Bug: BindingHelper throws InvalidOperationException instead of a retryable exception when local RPC address is temporarily unavailable

Context

Over the past week, our Azure Functions Isolated Worker apps have been experiencing frequent Grpc.Core.RpcException failures (StatusCode="Internal", HTTP_1_1_REQUIRED) on DurableTaskClient calls such as GetInstanceAsync, ScheduleNewOrchestrationInstanceAsync, and RaiseEventAsync. These are transient gRPC sidecar issues, so we implemented an application-level retry strategy using Polly to wrap all DurableTaskClient calls.

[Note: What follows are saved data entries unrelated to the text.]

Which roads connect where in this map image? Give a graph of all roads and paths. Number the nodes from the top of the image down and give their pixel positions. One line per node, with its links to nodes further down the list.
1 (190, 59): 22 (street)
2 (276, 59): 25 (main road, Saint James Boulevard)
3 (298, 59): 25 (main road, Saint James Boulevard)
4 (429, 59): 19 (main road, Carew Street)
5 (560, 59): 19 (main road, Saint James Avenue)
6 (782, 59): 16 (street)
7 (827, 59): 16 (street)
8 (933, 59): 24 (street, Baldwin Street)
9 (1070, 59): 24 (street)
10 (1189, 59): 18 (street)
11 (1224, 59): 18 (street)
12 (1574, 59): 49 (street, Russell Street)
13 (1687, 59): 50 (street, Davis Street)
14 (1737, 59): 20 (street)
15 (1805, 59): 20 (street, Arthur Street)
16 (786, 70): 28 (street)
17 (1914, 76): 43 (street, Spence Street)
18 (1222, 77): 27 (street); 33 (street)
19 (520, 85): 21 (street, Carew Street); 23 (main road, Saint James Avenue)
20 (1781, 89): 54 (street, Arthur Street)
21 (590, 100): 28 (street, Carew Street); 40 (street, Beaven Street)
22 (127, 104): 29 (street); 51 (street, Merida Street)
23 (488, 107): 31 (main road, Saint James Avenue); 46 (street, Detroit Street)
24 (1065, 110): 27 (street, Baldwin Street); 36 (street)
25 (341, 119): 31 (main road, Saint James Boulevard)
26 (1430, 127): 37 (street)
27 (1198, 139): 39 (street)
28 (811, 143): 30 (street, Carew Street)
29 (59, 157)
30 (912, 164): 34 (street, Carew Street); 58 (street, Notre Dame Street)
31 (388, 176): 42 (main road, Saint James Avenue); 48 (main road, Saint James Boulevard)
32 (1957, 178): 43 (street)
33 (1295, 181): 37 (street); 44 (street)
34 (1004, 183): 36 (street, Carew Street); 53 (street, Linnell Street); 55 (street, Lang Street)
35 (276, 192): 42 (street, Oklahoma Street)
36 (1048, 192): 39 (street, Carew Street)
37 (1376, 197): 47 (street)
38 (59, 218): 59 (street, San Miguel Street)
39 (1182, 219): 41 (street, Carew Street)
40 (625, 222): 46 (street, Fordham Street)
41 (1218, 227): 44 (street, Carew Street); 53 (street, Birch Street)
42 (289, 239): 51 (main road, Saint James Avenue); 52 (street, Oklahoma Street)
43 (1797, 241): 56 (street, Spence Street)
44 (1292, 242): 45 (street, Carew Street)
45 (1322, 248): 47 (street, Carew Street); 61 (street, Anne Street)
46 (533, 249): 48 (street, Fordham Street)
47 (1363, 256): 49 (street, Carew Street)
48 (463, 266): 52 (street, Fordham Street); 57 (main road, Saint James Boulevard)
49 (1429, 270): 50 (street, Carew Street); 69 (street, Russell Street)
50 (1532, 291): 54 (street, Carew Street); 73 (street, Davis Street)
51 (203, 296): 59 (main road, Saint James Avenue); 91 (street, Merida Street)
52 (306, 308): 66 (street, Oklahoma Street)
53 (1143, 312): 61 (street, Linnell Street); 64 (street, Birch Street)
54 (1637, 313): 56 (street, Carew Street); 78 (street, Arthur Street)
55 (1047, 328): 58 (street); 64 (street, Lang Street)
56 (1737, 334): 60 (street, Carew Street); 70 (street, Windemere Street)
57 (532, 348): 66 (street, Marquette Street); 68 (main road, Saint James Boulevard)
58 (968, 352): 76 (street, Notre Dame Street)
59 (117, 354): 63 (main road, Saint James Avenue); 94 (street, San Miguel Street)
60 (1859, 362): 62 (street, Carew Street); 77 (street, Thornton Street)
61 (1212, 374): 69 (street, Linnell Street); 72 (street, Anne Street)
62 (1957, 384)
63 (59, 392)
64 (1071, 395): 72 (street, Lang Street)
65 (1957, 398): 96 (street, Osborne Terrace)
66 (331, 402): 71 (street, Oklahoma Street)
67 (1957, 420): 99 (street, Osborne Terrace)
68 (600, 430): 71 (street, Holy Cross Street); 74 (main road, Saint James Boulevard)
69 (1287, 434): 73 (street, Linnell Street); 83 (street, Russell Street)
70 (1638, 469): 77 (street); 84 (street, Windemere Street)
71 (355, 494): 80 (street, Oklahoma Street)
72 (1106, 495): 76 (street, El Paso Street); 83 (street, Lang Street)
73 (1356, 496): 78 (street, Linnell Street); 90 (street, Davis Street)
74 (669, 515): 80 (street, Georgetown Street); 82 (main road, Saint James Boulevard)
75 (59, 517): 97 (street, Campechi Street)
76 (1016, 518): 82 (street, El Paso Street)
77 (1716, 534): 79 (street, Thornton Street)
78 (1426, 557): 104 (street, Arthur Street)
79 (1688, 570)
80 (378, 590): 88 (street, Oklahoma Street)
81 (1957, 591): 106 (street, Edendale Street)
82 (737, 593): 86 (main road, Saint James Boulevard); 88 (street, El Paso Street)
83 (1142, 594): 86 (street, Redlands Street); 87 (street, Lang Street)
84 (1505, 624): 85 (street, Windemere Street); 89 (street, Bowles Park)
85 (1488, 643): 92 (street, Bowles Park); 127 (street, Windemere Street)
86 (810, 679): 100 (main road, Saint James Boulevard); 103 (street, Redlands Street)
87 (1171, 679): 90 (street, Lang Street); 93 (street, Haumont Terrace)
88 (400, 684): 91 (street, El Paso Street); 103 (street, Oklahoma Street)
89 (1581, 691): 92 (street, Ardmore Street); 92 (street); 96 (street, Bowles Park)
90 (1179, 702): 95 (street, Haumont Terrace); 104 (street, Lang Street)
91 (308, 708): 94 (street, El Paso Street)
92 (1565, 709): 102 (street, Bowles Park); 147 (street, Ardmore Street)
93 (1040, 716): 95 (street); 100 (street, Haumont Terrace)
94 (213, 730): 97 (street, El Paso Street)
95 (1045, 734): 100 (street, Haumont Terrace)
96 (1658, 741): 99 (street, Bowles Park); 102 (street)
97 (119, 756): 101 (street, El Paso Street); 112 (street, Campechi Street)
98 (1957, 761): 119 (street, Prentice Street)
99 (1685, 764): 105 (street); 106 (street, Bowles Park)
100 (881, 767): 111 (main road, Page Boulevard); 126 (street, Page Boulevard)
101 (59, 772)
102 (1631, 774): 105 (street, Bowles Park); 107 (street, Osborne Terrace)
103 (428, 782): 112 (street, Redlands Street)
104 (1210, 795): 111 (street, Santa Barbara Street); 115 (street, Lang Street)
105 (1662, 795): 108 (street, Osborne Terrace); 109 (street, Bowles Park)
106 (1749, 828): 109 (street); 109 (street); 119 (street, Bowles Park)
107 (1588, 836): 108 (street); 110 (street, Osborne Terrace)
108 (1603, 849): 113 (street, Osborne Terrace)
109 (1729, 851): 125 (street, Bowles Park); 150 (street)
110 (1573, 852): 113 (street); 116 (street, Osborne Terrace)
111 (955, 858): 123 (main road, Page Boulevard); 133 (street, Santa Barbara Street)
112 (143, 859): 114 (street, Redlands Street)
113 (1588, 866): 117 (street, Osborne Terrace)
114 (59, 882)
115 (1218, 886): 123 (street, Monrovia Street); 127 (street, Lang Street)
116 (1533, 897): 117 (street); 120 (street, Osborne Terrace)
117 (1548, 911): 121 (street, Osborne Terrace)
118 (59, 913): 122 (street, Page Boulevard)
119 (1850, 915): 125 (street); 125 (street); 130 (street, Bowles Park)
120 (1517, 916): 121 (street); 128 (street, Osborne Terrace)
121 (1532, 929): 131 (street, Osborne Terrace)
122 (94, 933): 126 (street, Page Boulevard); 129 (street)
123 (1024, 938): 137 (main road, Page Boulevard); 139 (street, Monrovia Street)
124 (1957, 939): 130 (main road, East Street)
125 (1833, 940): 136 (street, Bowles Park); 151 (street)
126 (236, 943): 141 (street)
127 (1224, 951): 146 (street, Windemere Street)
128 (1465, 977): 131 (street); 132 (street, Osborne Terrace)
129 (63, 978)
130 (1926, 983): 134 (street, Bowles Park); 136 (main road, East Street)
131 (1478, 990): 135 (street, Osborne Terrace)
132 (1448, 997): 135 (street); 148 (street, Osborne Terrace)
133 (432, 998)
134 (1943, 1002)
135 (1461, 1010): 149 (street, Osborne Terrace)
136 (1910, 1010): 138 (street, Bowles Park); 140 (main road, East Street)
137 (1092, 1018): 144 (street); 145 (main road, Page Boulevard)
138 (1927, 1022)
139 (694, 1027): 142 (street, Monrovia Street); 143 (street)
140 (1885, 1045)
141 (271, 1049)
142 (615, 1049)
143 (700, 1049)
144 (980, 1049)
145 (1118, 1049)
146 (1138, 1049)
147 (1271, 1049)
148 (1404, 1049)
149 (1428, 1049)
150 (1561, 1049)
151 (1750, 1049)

While investigating, we discovered a second failure mode — System.InvalidOperationException: "The local RPC address has not been configured!" — which appears to be caused by the same underlying network/sidecar instability. However, this exception cannot be retried at the application level because it occurs in the host binding pipeline before our function code executes.

Summary

When the Durable Task gRPC sidecar's local RPC address is temporarily unavailable, BindingHelper.DurableOrchestrationClientToString throws InvalidOperationException. This is a non-retryable exception for what is a transient infrastructure condition. We expect the library to handle this transient issue in a more graceful and reliable way rather than immediately failing with an unrecoverable exception.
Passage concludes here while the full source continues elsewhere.